Initially named as FFC-Jordan Fertilizer Company (FJFC) with FFC (30%), FF (10%) and JPMC (10%) as main sponsors, the company was formally listed on stock exchanges in May 1996 and started commercial production from January 2000. Till 2001, it was running in crises due to technical, financial and managerial reasons. DAP plant brought to suspension in 2001 due to accumulated loss of Rs 6.5 billion. It resumed production in September 2003 after a lapse of 2 years.
Renamed as Fauji Fertilizer Bin Qasim Ltd (FFBL) in 2003, the Jordan Phosphate Mines Co (JPMC) sold its entire equity in the company. Phosphoric acid supply agreement with Jordan also terminated accordingly. The company turned out to be profitable after 3 years ie, by 2004 and declared 'maiden dividend' in 2004. It surpassed the profit of the year 2004 in first nine months of year 2005, ie, September 2005. The year 2005, so far has been the most profitable year of the company.
The demand for fertilizer is directly associated with the growth in agriculture sector.

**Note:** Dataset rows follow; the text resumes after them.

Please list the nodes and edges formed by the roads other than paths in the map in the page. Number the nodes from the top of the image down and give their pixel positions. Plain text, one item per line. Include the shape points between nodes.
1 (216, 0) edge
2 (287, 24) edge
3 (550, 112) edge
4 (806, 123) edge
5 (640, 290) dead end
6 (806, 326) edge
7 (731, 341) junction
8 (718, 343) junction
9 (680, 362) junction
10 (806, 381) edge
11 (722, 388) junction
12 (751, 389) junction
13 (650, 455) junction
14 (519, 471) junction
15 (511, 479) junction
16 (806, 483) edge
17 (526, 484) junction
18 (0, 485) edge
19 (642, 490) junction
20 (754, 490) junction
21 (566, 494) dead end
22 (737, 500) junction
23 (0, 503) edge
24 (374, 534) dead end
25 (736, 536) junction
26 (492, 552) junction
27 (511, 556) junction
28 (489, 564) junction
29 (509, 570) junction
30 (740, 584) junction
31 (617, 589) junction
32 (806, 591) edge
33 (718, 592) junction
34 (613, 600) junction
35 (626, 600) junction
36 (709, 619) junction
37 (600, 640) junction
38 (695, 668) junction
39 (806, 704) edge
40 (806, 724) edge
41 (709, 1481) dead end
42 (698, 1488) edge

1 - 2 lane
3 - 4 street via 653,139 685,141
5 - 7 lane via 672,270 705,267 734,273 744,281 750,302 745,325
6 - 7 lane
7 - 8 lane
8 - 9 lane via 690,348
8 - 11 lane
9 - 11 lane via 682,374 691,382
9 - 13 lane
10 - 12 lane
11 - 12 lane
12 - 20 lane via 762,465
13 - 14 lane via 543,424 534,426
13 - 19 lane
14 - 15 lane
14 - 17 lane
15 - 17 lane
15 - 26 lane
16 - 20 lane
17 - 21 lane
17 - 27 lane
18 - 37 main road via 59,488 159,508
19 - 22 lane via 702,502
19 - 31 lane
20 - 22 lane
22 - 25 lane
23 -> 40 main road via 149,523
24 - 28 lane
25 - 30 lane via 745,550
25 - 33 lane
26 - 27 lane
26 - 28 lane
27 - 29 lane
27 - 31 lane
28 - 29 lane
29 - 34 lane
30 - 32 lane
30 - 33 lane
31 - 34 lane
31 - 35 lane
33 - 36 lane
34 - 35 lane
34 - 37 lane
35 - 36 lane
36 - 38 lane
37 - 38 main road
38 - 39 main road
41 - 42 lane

Therefore, the fertilizer demand is also a function of changes in weather, economic conditions, water availability, and better support prices (for some of the crops).
Historically, the fertilizer industry faced a demand/supply gap, with demand exceeding the supply. Thus, the industry relies on import of fertilizer. This is because of more than 100% capacity utilisation and no major expansion by any of the players. Lately, some players have carried out expansion plans.
FERTILIZER OFF-TAKES (JAN'08):
According to the data released by the NFDC, total fertilizer off-take stood at 674k ton in Jan'08 reflecting a growth of 39.4% over 483k tons in Jan'07. However, total production of fertilizer products declined 17.9% to 406k tons in Jan'08 from 494k tons in the same month last year mainly due to shutdown of the FFBL plant for revamping purpose. During the month, total urea imports were 75k tons. Other imported supplies were 0.2k tons of DAP, 25k tons of MAP, 5k tons of SOP and 1k tons of MOP.
Urea off-take grew significantly by 59.6% to 583k tons in Jan'08 as against 365k tons in the same month last year whereas the total production of urea stood at 384k tons in Jan'08 as compared to 401k tons last year, a decline of 4.1%. Heavy rains during January significantly surged the off-takes of urea, which was to be applied to wheat crop as top dressing with irrigation water. DAP off take declined by 29.4% to 39k tons in Jan'08 from 55k tons in Jan'07mainly due to higher DAP prices whereas, due to FFBL's DAP plant shutdown, there was no production of DAP during the month of January.
Retail prices of urea witnessed an increase of 10% to Rs 593 per bag in January 2008 from Rs 539 per bag in January 2006. On the other hand, DAP prices continued upward journey and grew significantly by 95.0% to Rs 1,702.0 per bag in January 2008 from Rs 873.0 per bag in January 2007. The prices of DAP reached an all time high of Rs 4000 per bag in wake of rising international prices due to rising prices of phosphate and high demand. It is expected that DAP and urea prices will rise further as China planning to place export tariffs on its fertilizer export. In a tight supply and expanding demand scenario, the prices are expected to increase further.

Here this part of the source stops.